When they arrived, she followed him nervously to the door of his apartment building, watched him punch in a security code, and joined him in the small elevator, which took them to the fourth floor. He opened the door to his apartment and was greeted by a very excited little schnauzer, who danced in circles of joy at his return. He flicked on the lights and led Jennifer into the living room, which was beautifully appointed, as she would have guessed, with handmade rugs and modern but comfortable furniture. He excused himself and she wandered around the room, noticing that he had several collections displayed in glass or in carved wooden boxes. She found a collection of wristwatches in one box and pens in another. The most curious was a glass table with a shelf under it upon which were crowded a dozen old-fashioned beaded evening bags. He came back into the room as she was looking at them and stood next to her. “These were my wife’s,” he said. “I somehow couldn’t bear to get rid of them.”

She turned to him. “Did you bring me here to show me the surprise you found?” she asked.

He breathed deeply and walked over to a cabinet, opening it and retrieving an album from the bottom shelf.

“No. I think that can wait one more day. I brought you here for a more selfish reason. I wanted to show you something else.” He sat on the couch and patted it for her to sit next to him, which she did. He opened the album, touching the pages gingerly, and came to one of himself, several years younger, pushing a swing for a little girl who looked to be about four years old. Jennifer knew at once who it was, of course.

“Your daughter?” she asked softly.

“Sí,” he said a bit crisply. “I wanted you to see her.”

She didn’t know what to say. “She’s beautiful,” she murmured, feeling it was a lame response.

“Have you spoken to your other children recently?” he asked.

She shook her head. “I need to call them.”

“Why not call now? Just to say hello. To remind them you are thinking about them.”

“They know that.”

“Call them anyway.” He handed her a cordless phone and walked out of the room. She punched in her home number. After three rings, Lily picked up.

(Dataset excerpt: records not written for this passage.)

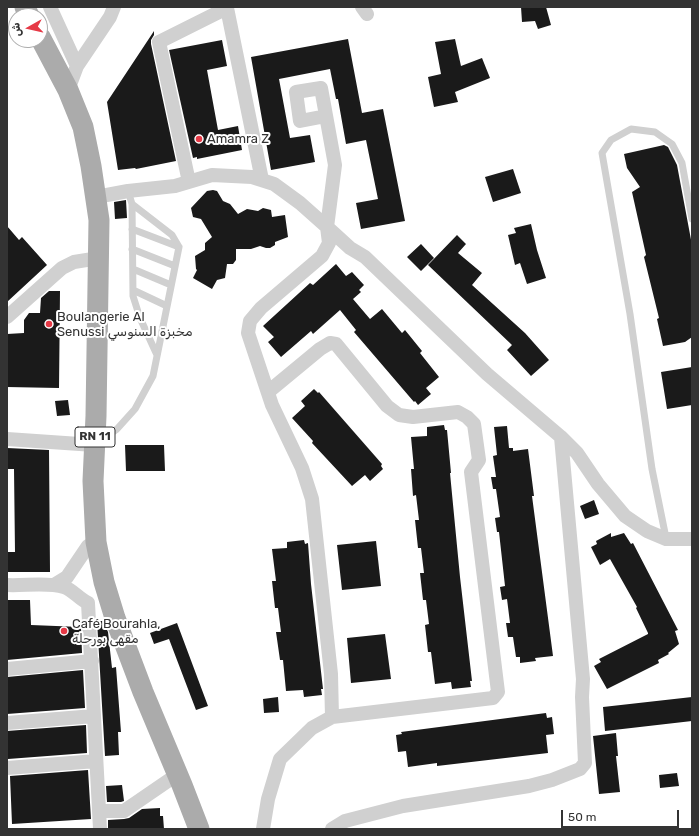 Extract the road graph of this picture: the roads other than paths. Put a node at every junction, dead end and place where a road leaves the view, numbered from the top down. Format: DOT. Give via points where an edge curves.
graph roads {
  1 [pos="50,7"];
  2 [pos="114,7"];
  3 [pos="45,48"];
  4 [pos="77,66"];
  5 [pos="68,90"];
  6 [pos="326,116"];
  7 [pos="262,180"];
  8 [pos="189,182"];
  9 [pos="96,197"];
  10 [pos="130,198"];
  11 [pos="692,220"];
  12 [pos="327,227"];
  13 [pos="132,229"];
  14 [pos="179,247"];
  15 [pos="132,249"];
  16 [pos="99,258"];
  17 [pos="175,266"];
  18 [pos="133,269"];
  19 [pos="171,285"];
  20 [pos="133,290"];
  21 [pos="167,306"];
  22 [pos="7,317"];
  23 [pos="157,355"];
  24 [pos="268,392"];
  25 [pos="561,437"];
  26 [pos="7,439"];
  27 [pos="94,445"];
  28 [pos="577,453"];
  29 [pos="563,466"];
  30 [pos="666,539"];
  31 [pos="692,539"];
  32 [pos="96,542"];
  33 [pos="7,585"];
  34 [pos="54,585"];
  35 [pos="88,603"];
  36 [pos="110,603"];
  37 [pos="92,661"];
  38 [pos="7,668"];
  39 [pos="94,716"];
  40 [pos="332,718"];
  41 [pos="7,723"];
  42 [pos="96,761"];
  43 [pos="7,768"];
  44 [pos="178,774"];
  45 [pos="100,811"];
  46 [pos="100,829"];
  47 [pos="199,829"];
  48 [pos="263,829"];
  49 [pos="332,829"];
  1 -- 4 [label="street"];
  2 -- 4 [label="street"];
  3 -- 5 [label="main road, RN 11"];
  4 -- 5 [label="street"];
  5 -- 9 [label="main road, RN 11" via="83,127"];
  6 -- 12 [label="street" via="335,165"];
  7 -- 8 [label="street" via="225,174"];
  7 -- 8 [label="street" via="227,8 160,42"];
  7 -- 12 [label="street" via="274,184"];
  8 -- 10 [label="street"];
  9 -- 10 [label="street"];
  9 -- 16 [label="main road, RN 11"];
  10 -- 13 [label="lane"];
  10 -- 14 [label="lane" via="172,235"];
  11 -- 30 [label="lane" via="682,162 672,144 655,132 631,129 611,140 602,153 630,314 652,469"];
  12 -- 24 [label="street" via="329,243 322,256 261,308 250,321 248,333"];
  12 -- 25 [label="street" via="350,248 365,257 487,374"];
  13 -- 14 [label="lane"];
  13 -- 15 [label="lane"];
  14 -- 17 [label="lane"];
  15 -- 17 [label="lane"];
  15 -- 18 [label="lane"];
  16 -- 22 [label="street" via="74,262 62,268"];
  16 -- 27 [label="main road, RN 11"];
  17 -- 19 [label="lane"];
  18 -- 19 [label="lane"];
  18 -- 20 [label="lane"];
  19 -- 21 [label="lane"];
  20 -- 21 [label="lane"];
  20 -- 23 [label="lane" via="140,318"];
  21 -- 23 [label="lane"];
  23 -- 27 [label="lane" via="153,376 135,409 118,429"];
  24 -- 40 [label="street" via="302,468 312,499 331,674"];
  24 -- 40 [label="street" via="330,343 336,344 388,406 399,415 413,417 458,412 474,424 479,460 471,472 498,692 493,698"];
  25 -- 28 [label="street"];
  25 -- 29 [label="street"];
  26 -- 27 [label="street"];
  27 -- 32 [label="main road, RN 11"];
  28 -- 29 [label="street"];
  28 -- 30 [label="street" via="598,484 625,516 647,531"];
  29 -- 49 [label="street" via="583,679 585,763 580,769 552,780 403,806 345,821"];
  30 -- 31 [label="street"];
  32 -- 34 [label="street" via="88,546 67,577"];
  32 -- 36 [label="main road, RN 11"];
  33 -- 34 [label="street"];
  34 -- 35 [label="street" via="65,587"];
  35 -- 36 [label="street" via="96,606"];
  35 -- 37 [label="street"];
  36 -- 44 [label="main road, RN 11" via="143,692"];
  37 -- 38 [label="street"];
  37 -- 39 [label="street"];
  39 -- 41 [label="street"];
  39 -- 42 [label="street"];
  40 -- 48 [label="street" via="312,728 280,759 268,799"];
  42 -- 43 [label="street"];
  42 -- 45 [label="street"];
  44 -- 45 [label="street" via="124,810"];
  44 -- 47 [label="main road, RN 11"];
  45 -- 46 [label="street"];
} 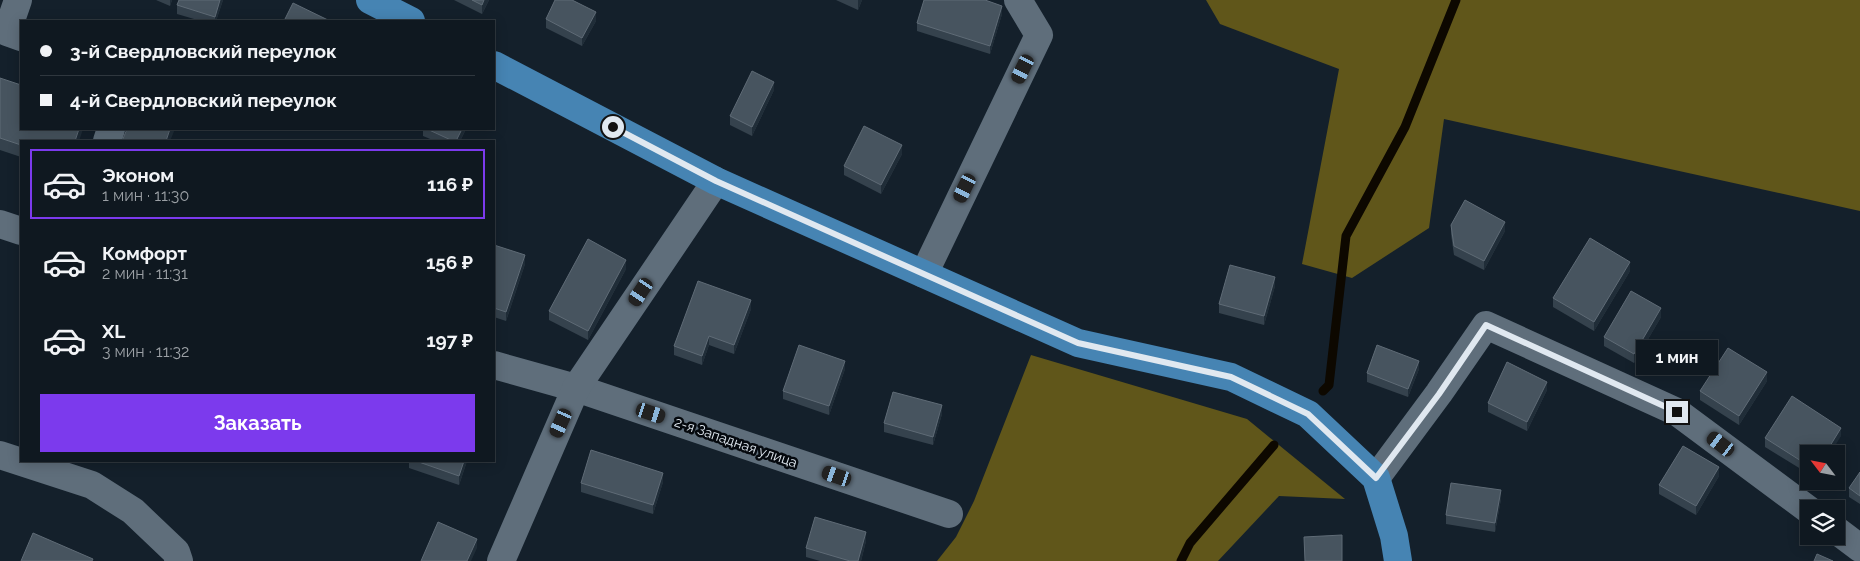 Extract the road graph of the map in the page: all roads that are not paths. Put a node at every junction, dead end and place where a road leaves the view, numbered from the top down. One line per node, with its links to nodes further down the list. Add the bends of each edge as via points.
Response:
1 (18, 0): 5 (street, via 7,32)
2 (370, 0): 4 (main road)
3 (1018, 0): 10 (street, via 1039,35)
4 (409, 20)
5 (20, 38)
6 (495, 66): 7 (main road)
7 (716, 181): 10 (main road); 12 (street)
8 (0, 224): 9 (street)
9 (20, 231)
10 (924, 274): 16 (main road, via 1078,343 1231,377 1308,414)
11 (495, 365): 12 (street, 2-я Западная улица)
12 (576, 388): 18 (street, 2-я Западная улица); 22 (street)
13 (0, 455): 14 (street)
14 (20, 462)
15 (21, 462): 21 (street, via 92,485 133,511 176,552)
16 (1376, 478): 17 (street, via 1486,325 1677,412); 23 (main road, via 1394,536)
17 (1800, 503)
18 (949, 514)
19 (1845, 537): 20 (street)
20 (1860, 548)
21 (179, 561)
22 (501, 561)
23 (1398, 561)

“Hi, darling. It’s Mom. How are you?”

“Mom? Oh, Mom, I miss you so much. I was waiting for you to call. How is Emma? When are you coming home?”

Jennifer felt a pang of longing for her home and children, a reminder of everything she had forced herself to put aside during her obsession with Emma’s case. But she also felt a renewal of her determination to rescue not just Emma but their family, to return it to what it had been.

“I’ll come home soon, darling. Please hang on a little longer.”

“But when, Mom?” It sounded like a whine. “We need you too.”

“I’ll come home when I can bring Emma home with me,” Jennifer said, cutting off the conversation too late to avoid hearing the hurt in Lily’s voice. She forced herself to be strong. “Is Eric there?”

“He’s at a playdate. I’ll tell him you called. He misses you a lot.”

“I miss him too. And I miss you. I love you.”

She hung up just as Roberto was coming back to the room. “I think I should get home now,” she said, looking up.

“Of course.” He headed for the door but turned to face her before he opened it. “You see, Jennifer, you have many things to worry about and many people who need you. Not just Emma. Maybe it would be good to remember that.”

“I do remember it,” she snapped, then, hearing her own tone, repented. “Thank you for showing me the picture of your Isabel,” she said. “I shouldn’t be crying on your shoulder when you have so much trouble in your own life.”

“It helps me. It reminds me that I’m not the only one who has problems.” He stopped and opened the door, then turned back again. “Or remorse, or confusion, or guilt either, for that matter.”

She felt her heart swell with gratitude. “You’re very kind, Roberto. Thank you.”